Saved data entries:
┌──
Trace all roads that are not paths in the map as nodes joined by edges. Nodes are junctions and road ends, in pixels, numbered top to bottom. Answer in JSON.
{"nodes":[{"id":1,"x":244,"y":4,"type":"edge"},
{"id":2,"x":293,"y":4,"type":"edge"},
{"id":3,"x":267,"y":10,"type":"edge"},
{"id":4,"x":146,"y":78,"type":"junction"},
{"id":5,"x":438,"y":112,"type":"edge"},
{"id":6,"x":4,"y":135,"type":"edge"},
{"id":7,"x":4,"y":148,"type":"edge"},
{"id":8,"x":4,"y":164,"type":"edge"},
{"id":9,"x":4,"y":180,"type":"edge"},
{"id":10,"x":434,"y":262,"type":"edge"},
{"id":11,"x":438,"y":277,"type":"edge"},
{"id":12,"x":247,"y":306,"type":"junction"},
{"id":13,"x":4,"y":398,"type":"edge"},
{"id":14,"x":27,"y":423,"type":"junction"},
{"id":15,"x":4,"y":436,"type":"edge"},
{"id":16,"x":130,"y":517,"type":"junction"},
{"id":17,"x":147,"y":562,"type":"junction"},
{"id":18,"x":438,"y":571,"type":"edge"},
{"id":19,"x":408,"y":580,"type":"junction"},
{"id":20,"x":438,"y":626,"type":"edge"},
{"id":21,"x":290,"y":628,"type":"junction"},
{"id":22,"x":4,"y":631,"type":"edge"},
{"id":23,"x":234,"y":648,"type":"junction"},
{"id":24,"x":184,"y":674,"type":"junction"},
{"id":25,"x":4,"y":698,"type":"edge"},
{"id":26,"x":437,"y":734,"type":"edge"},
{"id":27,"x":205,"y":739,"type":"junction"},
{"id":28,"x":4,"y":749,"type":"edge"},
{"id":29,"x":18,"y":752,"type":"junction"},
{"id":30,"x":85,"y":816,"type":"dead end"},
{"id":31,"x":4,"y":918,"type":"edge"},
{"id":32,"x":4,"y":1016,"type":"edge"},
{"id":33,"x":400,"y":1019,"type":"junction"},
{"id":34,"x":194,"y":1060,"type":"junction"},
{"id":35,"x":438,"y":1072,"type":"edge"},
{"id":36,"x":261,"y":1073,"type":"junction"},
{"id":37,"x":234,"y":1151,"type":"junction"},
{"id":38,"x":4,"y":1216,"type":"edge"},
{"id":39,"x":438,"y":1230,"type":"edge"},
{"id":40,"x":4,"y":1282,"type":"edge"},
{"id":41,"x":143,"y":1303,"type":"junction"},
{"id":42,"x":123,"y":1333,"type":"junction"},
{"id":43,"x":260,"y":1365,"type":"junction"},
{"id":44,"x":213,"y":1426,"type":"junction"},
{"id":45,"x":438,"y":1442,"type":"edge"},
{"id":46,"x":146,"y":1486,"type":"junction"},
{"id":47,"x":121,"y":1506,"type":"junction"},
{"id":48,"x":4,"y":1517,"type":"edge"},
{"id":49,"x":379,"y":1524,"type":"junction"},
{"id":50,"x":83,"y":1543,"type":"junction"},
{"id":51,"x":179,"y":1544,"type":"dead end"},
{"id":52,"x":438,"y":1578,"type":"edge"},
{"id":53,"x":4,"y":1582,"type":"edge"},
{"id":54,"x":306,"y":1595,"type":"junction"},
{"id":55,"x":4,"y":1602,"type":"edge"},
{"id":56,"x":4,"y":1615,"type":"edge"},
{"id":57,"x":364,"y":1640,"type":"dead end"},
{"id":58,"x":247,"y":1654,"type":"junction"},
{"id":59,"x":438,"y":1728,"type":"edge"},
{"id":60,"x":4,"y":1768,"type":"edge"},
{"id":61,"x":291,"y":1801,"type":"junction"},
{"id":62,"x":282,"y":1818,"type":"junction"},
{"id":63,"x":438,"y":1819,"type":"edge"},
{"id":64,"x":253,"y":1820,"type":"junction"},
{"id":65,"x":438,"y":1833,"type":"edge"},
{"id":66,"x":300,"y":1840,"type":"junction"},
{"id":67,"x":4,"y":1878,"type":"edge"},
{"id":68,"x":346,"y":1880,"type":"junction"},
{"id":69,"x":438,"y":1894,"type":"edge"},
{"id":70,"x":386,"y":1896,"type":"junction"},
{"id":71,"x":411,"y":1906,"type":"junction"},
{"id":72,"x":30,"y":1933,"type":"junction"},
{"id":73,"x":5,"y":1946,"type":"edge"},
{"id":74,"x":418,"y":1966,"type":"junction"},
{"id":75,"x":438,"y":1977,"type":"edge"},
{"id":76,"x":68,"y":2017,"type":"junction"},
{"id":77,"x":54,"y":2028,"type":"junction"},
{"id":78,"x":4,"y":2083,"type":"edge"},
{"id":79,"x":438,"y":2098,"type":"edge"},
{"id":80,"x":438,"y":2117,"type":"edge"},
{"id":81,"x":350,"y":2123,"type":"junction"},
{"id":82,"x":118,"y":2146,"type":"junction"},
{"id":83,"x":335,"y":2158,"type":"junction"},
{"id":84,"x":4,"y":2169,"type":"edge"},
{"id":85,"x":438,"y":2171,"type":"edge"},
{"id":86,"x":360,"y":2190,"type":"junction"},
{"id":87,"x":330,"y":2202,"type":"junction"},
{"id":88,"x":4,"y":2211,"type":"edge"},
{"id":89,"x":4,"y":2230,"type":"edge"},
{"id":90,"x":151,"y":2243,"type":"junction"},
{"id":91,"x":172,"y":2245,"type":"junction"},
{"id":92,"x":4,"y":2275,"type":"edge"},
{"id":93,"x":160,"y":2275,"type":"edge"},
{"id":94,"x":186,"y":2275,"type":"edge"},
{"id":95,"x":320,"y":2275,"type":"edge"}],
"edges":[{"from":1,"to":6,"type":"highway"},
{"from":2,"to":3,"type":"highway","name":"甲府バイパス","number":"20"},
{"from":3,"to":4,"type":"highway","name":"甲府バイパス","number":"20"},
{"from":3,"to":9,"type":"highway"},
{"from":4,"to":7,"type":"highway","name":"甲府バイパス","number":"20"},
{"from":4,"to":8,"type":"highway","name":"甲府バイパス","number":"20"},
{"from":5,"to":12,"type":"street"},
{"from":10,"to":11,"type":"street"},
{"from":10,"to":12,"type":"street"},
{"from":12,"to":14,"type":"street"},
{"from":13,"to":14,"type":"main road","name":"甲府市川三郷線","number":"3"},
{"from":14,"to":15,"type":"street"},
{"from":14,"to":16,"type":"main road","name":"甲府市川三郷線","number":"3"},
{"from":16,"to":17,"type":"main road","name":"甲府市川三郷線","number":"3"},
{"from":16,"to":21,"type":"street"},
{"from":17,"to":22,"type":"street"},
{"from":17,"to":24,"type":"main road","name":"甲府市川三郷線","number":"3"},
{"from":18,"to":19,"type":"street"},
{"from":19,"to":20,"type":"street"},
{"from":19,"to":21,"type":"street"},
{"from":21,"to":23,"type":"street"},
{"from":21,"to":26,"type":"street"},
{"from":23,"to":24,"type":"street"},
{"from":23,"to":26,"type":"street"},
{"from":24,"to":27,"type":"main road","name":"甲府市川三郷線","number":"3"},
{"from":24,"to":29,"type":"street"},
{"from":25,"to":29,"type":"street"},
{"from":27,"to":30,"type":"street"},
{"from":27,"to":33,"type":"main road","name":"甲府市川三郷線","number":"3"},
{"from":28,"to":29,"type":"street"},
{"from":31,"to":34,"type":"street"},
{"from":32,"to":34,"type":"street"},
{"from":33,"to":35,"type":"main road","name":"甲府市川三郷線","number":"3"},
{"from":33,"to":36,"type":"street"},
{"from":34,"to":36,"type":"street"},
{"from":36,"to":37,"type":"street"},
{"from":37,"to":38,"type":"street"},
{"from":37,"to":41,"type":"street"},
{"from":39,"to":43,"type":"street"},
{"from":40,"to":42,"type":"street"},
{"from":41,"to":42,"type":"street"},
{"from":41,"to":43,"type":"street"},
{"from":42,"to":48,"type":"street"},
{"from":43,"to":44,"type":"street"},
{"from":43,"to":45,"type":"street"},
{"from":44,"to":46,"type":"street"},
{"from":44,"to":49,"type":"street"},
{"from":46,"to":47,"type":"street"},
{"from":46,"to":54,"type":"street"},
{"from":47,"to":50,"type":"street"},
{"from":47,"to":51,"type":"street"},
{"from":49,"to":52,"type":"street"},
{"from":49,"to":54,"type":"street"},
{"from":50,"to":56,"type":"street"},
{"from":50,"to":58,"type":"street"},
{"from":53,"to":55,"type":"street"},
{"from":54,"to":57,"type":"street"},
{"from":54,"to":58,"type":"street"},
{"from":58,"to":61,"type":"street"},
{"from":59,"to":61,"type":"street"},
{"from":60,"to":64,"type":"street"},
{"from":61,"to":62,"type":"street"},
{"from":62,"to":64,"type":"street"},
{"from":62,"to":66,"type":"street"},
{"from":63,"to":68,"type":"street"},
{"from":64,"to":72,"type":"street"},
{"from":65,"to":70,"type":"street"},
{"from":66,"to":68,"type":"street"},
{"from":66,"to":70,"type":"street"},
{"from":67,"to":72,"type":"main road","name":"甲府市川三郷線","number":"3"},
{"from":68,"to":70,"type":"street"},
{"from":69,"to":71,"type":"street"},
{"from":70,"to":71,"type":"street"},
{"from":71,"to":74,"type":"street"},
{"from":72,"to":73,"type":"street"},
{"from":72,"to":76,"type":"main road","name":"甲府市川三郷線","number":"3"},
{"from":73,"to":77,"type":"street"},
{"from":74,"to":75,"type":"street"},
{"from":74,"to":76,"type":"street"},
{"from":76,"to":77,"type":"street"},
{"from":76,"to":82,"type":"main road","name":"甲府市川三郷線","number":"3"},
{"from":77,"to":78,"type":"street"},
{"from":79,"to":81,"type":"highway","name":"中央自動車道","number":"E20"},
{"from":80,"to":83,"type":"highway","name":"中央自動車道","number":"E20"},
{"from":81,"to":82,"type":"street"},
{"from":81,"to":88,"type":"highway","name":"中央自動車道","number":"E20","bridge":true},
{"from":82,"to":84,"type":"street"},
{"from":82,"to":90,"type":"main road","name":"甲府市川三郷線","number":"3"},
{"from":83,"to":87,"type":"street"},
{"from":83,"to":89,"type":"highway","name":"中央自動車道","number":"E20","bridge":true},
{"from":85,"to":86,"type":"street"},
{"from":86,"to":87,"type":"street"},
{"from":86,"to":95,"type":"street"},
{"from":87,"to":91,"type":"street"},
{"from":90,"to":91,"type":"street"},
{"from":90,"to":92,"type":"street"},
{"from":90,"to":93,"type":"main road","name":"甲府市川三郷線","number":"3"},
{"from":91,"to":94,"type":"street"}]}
└──
Goal of the exercise: Each line carrying the string "dead" should be copied out from the entries.

Task output:
{"id":30,"x":85,"y":816,"type":"dead end"},
{"id":51,"x":179,"y":1544,"type":"dead end"},
{"id":57,"x":364,"y":1640,"type":"dead end"},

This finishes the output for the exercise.